Out of the Harlem Renaissance of the 1920s, which lasted about ten years, came such creative notables as Langston Hughes, Zora Neale Hurston, Countee Cullen, Claude McKay, and Jean Toomer. For Hughes and others, the Harlem Renaissance was a time of race-consciousness and pride.
"Many of the key figures who made the [Harlem] renaissance possible were lesbians and gay men," says Eric Garber, a gay San Francisco-based historian. Among these gay men were such luminaries as writer and critic Wallace Thurman, scholar Alain Leroy Locke, and poet Claude McKay. Garber describes Wallace Thurman as a man who was "a productive character" but one who "was very dark-skinned and had real contradictions around it because he received some prejudice around it. He would hate it and then two days later, he'd love it and hating it and hating light skins. Same way with his homosexuality." Another important gay figure at the time was Carl Van Vechten, the white novelist, journalist, and critic, who wrote the novel called Nigger Heaven (1926), "which became a bestseller for the white public and got a lot of white people interested in Harlem in a way that I'm sure he had not intended. I think it paved the way for a great deal more exploitation than certainly he had intended. I don't think he intended his book to be taken the way it was taken. I think that was total naivete on his part. Foolishness almost. I don't think Nigger Heaven works at all. I found it rather offensive personally even though I like most of his other stuff." However, says Garber, ""some of his black peers at the time [such as the late James Weldon Johnson and Bruce Nugent, both writers] found nothing wrong with it." On the other hand, the black intellectual "[W.E.B.] Du Bois hated it."
Garber points out that "in the second page of the book, he [Van Vechten] explains that nigger heaven is the balcony of the theatre, the only place blacks were allowed to go to."
Van Vechten, says the blond, blue-eyed 28-year-old historian, "had a real fascination and love for Harlem and blacks in general" and expressed that love by focusing on "a lot of public attention of a great many black writers and artists," in his capacity as a journalist.
Among the places blacks and whites , artists, writers, socialites, and gays and lesbians could rub elbows was at A'Lelia Walker's Harlem apartment or her Hudson River estate. A'Lelia was the daughter of the black millionaire Madame C. J. Walker, whose wealth came from her hair straightening process. A'Lelia used the money her mother left her to "throw huge parties. I don't know if she was gay, but I do know she loved lesbians and gay men. She loved having them around her all the time. She loved the artists and writers."
Alexander Gumby's salon was another gathering place for creative lesbians and gay men. Gumby, who came to Harlem in1909 and was a butler turned postal clerk, was "very entranced," says Garber, "with the theatrical world and the artistic world and set up a salon basically to have parties. He also collected books." (That explains why his salon was called Gumby's Bookstore.)

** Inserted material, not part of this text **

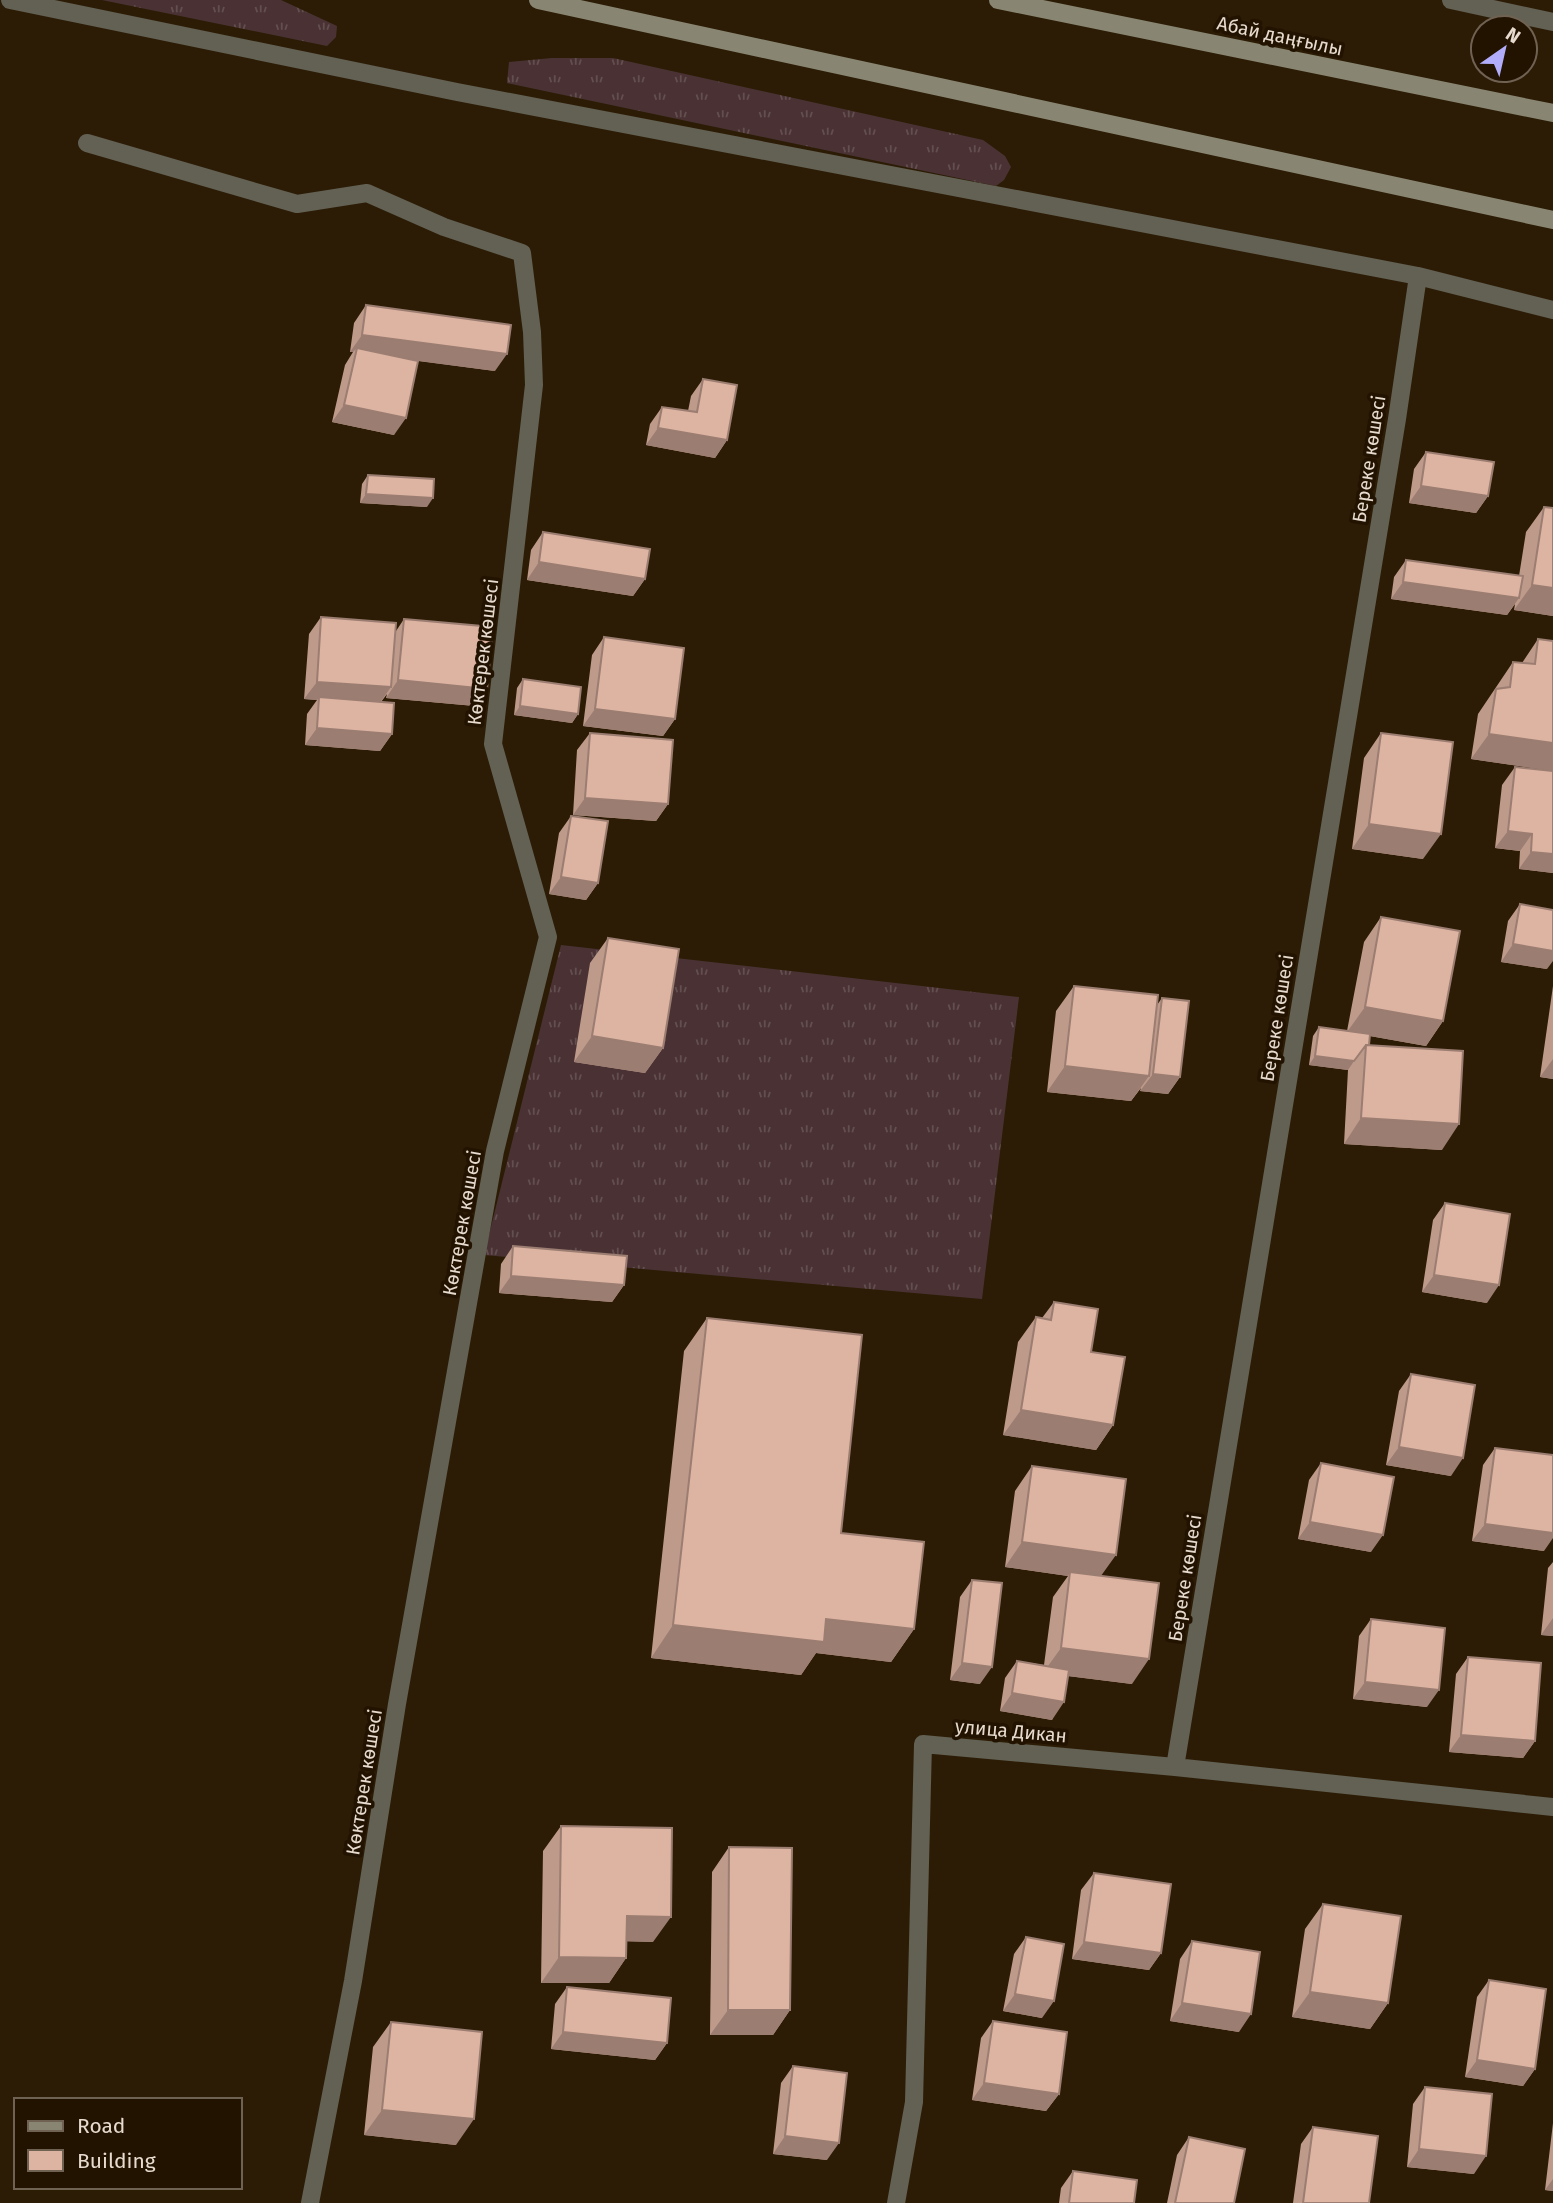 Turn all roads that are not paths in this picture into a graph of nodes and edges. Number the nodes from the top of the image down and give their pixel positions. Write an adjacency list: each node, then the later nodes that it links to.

As far as gay bars are concerned, "My understanding is there were no real gay bars. There were bars that sort of catered to gays but not in the sense that we know gay bars now.
"They [gay bars] started in really large numbers in the '40s definitely. I'm not sure about in Harlem, but nationwide it would seem like prior to the '40s, there were some places where you could go to pick people up."
"There were some gay places [that would have drag shows] that were very tourist-oriented where straight people would come to look at gays. There were also lesbian bars that had male impersonators. Prior to the '20s, at one point, female impersonators and male impersonators were considered quite respectable. No one had any idea that there was a sexual connotation to it. The ones that were just [for] socializing tended to be tourist places. They were listed in tourist guides. They were quasi-gay bars. But not like what we know today when there were only gay people there and [where you can] socialize and party and be yourself and let your hair down."
What was Harlem's reaction to homosexuality? Was there any homophobia? "It doesn't appear to be that way," replies Garber."Particularly among the artists and writers, there doesn't appear to have been censure at all. [Writer and artist] Bruce Nugent wrote "Smoke, Lilies, and Jade" [a 1926 short story about black male homosexuality] and he received a little cold shoulder for a couple of weeks. But he was openly homosexual throughout the period and went to the drag balls with [writer and NAACP executive] Walter White and his wife. For him there was no problem. There might have been for the very flamboyant female impersonators. Just thinking about the words that were used within the black community for homosexual like 'sissy' and 'people with freakish ways' and stuff so much different than words in the white community, which were things like 'deviate,' 'pervert,' and 'degenerate.' It would seem as though the attitude at least was less condemning. Certainly not open-armed embracing but not quite as condemnatory."